Construction of DDSs based on TCM theory

TCMs are characteristic in multi-components, multi-targets and acts curative effect at the overall level of body. Whether the multiple components units could represent the whole functional substances and therapeutic effect, or the construction and clinical effect of DDSs for TCMs multi-components fully reflect TCMs function characteristics remains great disputes. Thus, the further research of complete evaluation systems for TCMs multi-components and its DDSs are required.

To prevent the tendency of TCMs pharmacy transforms to western medicine pharmacy, the development of TCMs pharmacy must be adhere to under the theoretical system of TCM, such as holistic viewpoint, dialectical therapy, compatibility theory and properties theory. It is necessary to further improve the formulation design theory under the guidance of TCM theories and strengthen the research on the basic theories of TCM Pharmacy.

Furthermore, the complex ingredients and design of multi-components DDSs for TCMs require the interdisciplinary crossing and integrative development. Through the combination of network pharmacology, functional material basis, pharmacokinetics, modern pharmaceutics, multi-components DDS and quality control research, we can effectively solve the problems of TCMs preparations, and develop innovative TCMs DDSs that have the same efficacy as the original medicines (Wang, Gu, Feng, & Jia, 2015). It provides us a promising direction and theoretical basis for TCMs preparations. Due to the multi-components, and -targets, it is difficult to illuminate the complex mechanisms of TCMs. DDSs for TCMs should deliver active ingredients as many as possible, which target the lesion areas with a high drug accumulation. Moreover, the quantity and its relationship between TCMs active ingredients or individual medicines serve as the basis of therapeutic effect. It is the also promising perspective for us to develop DDSs for TCMs through adjusting the quantity ratio of multi-components with the aim of receiving best therapeutic effect in future.

Conclusion

Up to now, multiple coating technology, layered tablets and osmotic pump technology are used to realize the programmed release of multiple component units. Traditional preparations like tablets, capsules are the most studied DDSs for multi-components delivery. Huge challenges remain in new formulations or nanotechnology applied in the component unit or multiple unit delivery. However, it is hard for us to clarify the relationship of dose–effect, substances taking effect and mechanisms of action in multiple units. The nanotechnology delivery for TCMs multi-component is limited in a group of active components, one/two ingredients extracted from TCMs or monomer composition combined with western medicine, hardly any research studied the preparations for Chinese herbal compound prescription.

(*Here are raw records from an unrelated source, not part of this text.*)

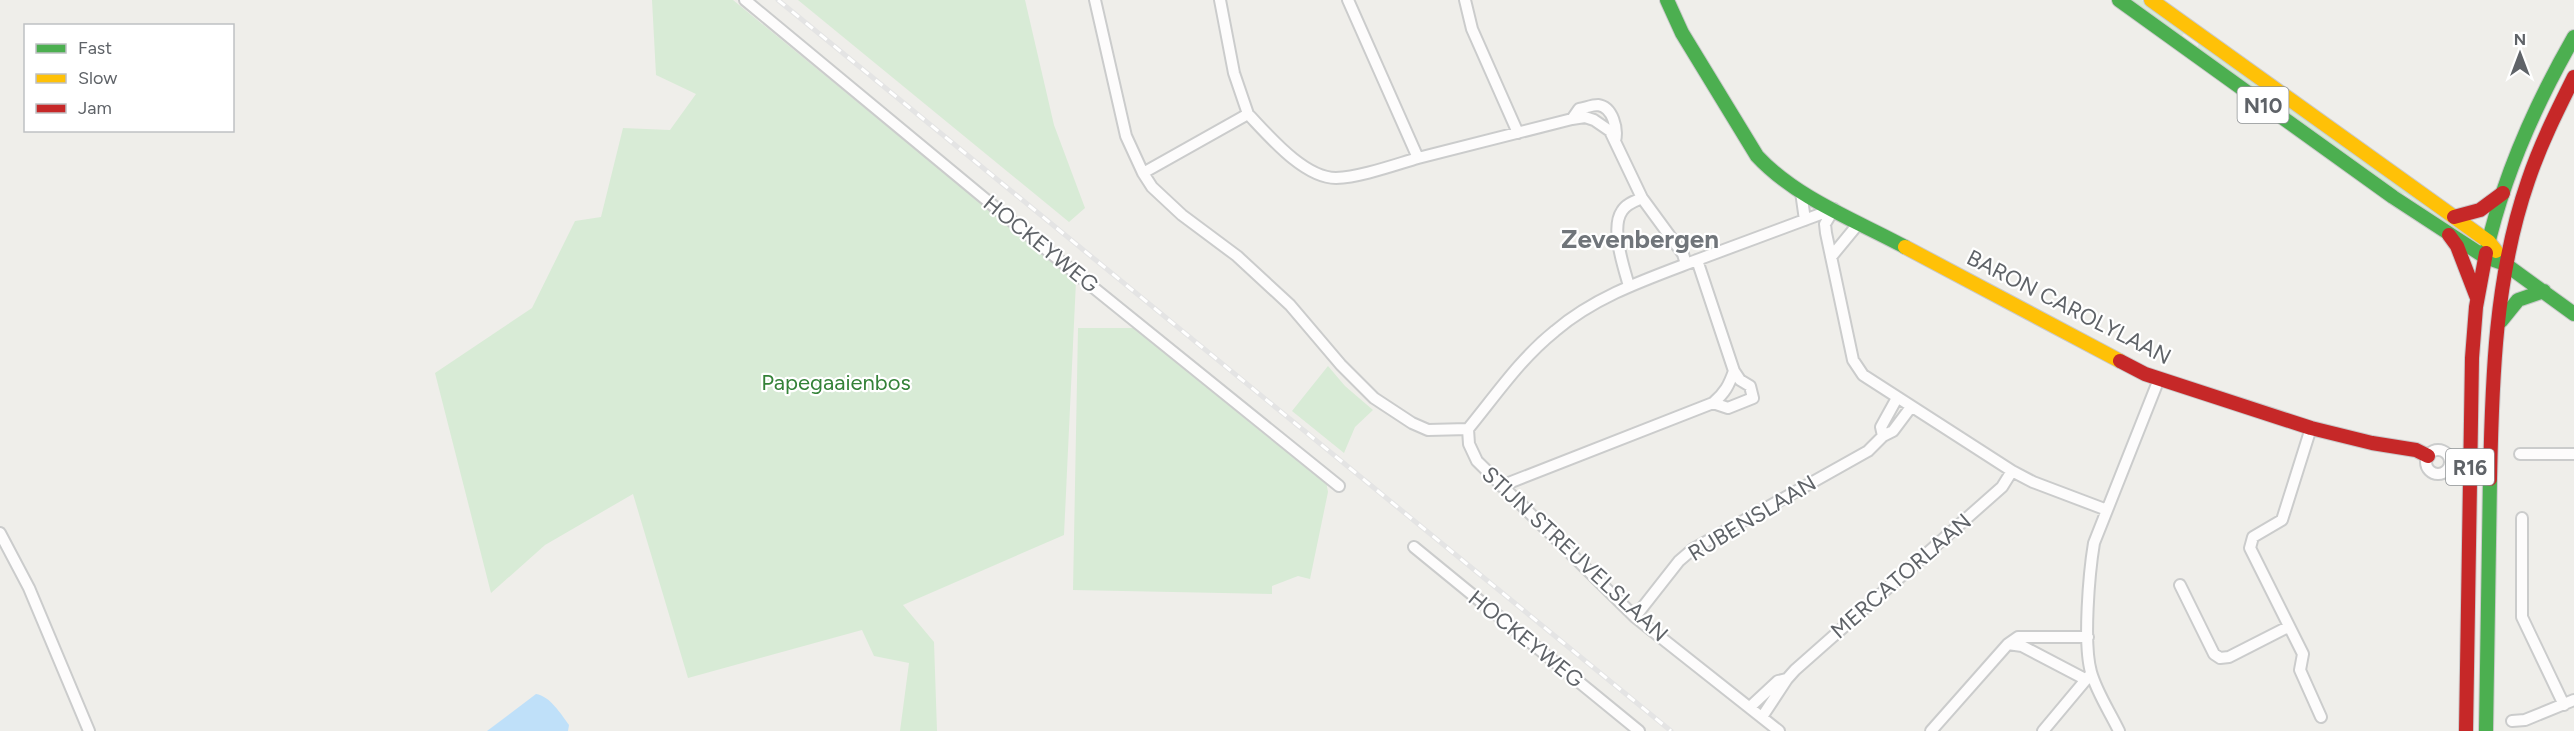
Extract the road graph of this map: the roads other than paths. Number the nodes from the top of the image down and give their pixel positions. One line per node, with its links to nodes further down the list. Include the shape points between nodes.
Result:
1 (745, 0): 49 (street, HOCKEYWEG)
2 (1095, 0): 18 (street, via 1126,136)
3 (1220, 0): 13 (street, via 1234,73)
4 (1348, 0): 17 (street)
5 (1465, 0): 15 (street, via 1472,29)
6 (1667, 0): 19 (main road, BARON CAROLYLAAN, via 1682,33 1753,150 1770,170)
7 (2119, 0): 11 (main road, N10)
8 (2151, 0): 9 (main road, N10)
9 (2191, 29): 11 (main road, via 2188,43); 23 (main road, N10)
10 (2574, 37): 20 (main road, R16, via 2541,99)
11 (2178, 43): 26 (main road, N10)
12 (2574, 77): 31 (main road, R16, via 2535,165)
13 (1248, 114): 17 (street, via 1304,167 1324,176 1338,178); 18 (street)
14 (1572, 119): 15 (street); 16 (street, via 1594,120); 16 (street, via 1579,109 1608,109 1617,132)
15 (1518, 133): 17 (street)
16 (1615, 141): 21 (street)
17 (1418, 158)
18 (1143, 173): 43 (street, via 1166,201 1237,256 1290,305 1374,398 1428,430)
19 (1801, 192): 22 (main road, BARON CAROLYLAAN); 24 (street)
20 (2503, 193): 23 (main road, via 2476,213); 27 (main road, R16)
21 (1642, 198): 30 (street); 32 (street, via 1626,207 1617,223)
22 (1834, 209): 24 (street); 25 (main road, BARON CAROLYLAAN); 28 (street, via 1825,224)
23 (2454, 217): 27 (main road)
24 (1805, 220): 30 (street)
25 (1859, 223): 28 (street); 38 (main road, BARON CAROLYLAAN)
26 (2448, 234): 29 (main road, N10); 34 (main road, via 2457,246)
27 (2489, 242): 29 (main road, R16); 31 (main road)
28 (1831, 257): 39 (street, via 1853,360 1863,375)
29 (2485, 257): 31 (main road, N10); 34 (main road, R16)
30 (1692, 262): 32 (street); 37 (street)
31 (2505, 264): 33 (main road); 36 (main road, R16)
32 (1629, 286): 43 (street, via 1555,330 1515,369)
33 (2544, 291): 35 (main road); 36 (main road, via 2527,293 2515,300)
34 (2478, 301): 67 (main road, R16, via 2471,415)
35 (2574, 314)
36 (2496, 332): 75 (main road, R16)
37 (1734, 371): 40 (street, via 1729,387); 40 (street, via 1750,386 1753,398 1728,408)
38 (2159, 379): 42 (main road, BARON CAROLYLAAN); 51 (street)
39 (1897, 398): 41 (street); 44 (street, via 1881,427)
40 (1713, 403): 50 (street)
41 (1911, 406): 44 (street, RUBENSLAAN, via 1893,431); 48 (street)
42 (2311, 428): 47 (main road, BARON CAROLYLAAN, via 2416,450); 57 (street, via 2282,520 2253,537 2250,549)
43 (1468, 429): 50 (street, STIJN STREUVELSLAAN, via 1469,444 1477,461)
44 (1883, 436): 56 (street, RUBENSLAAN, via 1868,451 1693,549)
45 (2520, 454): 46 (street)
46 (2574, 454)
47 (2428, 456)
48 (2012, 471): 51 (street); 61 (street, MERCATORLAAN, via 2002,487)
49 (1339, 486)
50 (1501, 486): 56 (street, STIJN STREUVELSLAAN)
51 (2106, 510): 58 (street, via 2091,562)
52 (2522, 518): 62 (street, via 2522,616)
53 (0, 533): 68 (street, via 29,588)
54 (1414, 547): 69 (street, HOCKEYWEG)
55 (2180, 585): 57 (street, via 2214,654 2220,658)
56 (1635, 617): 63 (street, STIJN STREUVELSLAAN)
57 (2288, 627): 65 (street, via 2303,654 2301,673)
58 (2088, 637): 59 (street, via 2018,637); 60 (street)
59 (2008, 644): 60 (street, via 2022,646); 71 (street)
60 (2088, 676): 72 (street); 73 (street)
61 (1786, 679): 63 (street, MERCATORLAAN, via 1778,681); 64 (street, MERCATORLAAN)
62 (2569, 702): 66 (street, via 2525,720)
63 (1750, 707): 64 (street, STIJN STREUVELSLAAN)
64 (1762, 717): 70 (street, STIJN STREUVELSLAAN)
65 (2321, 717)
66 (2512, 721)
67 (2466, 724): 74 (street)
68 (89, 731)
69 (1639, 731)
70 (1779, 731)
71 (1931, 731)
72 (2043, 731)
73 (2119, 731)
74 (2460, 731)
75 (2486, 731)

In summary, DDSs presented in this review provide us a clue for the DDSs development of TCMs. Nanoparticles based on nanomaterials and nanotechnology show distinct superiority than traditional preparations. Furthermore, DDSs development of Danshen even for TCMs should focus on solving the following problems: 1) improve the bioavailability of active compounds; 2) develop novel DDSs for TCMs under the guidance of TCM theories; 3) explore and design nanomaterials or conjugation of ligands for targeting diseases. With the development of pharmaceutics and modernization of TCMs, more effective DDSs with low toxicity will be designed for TCMs in the future.

Declaration of Competing Interest

The authors declare that they have no known competing financial interests or personal relationships that could have appeared to influence the work reported in this paper.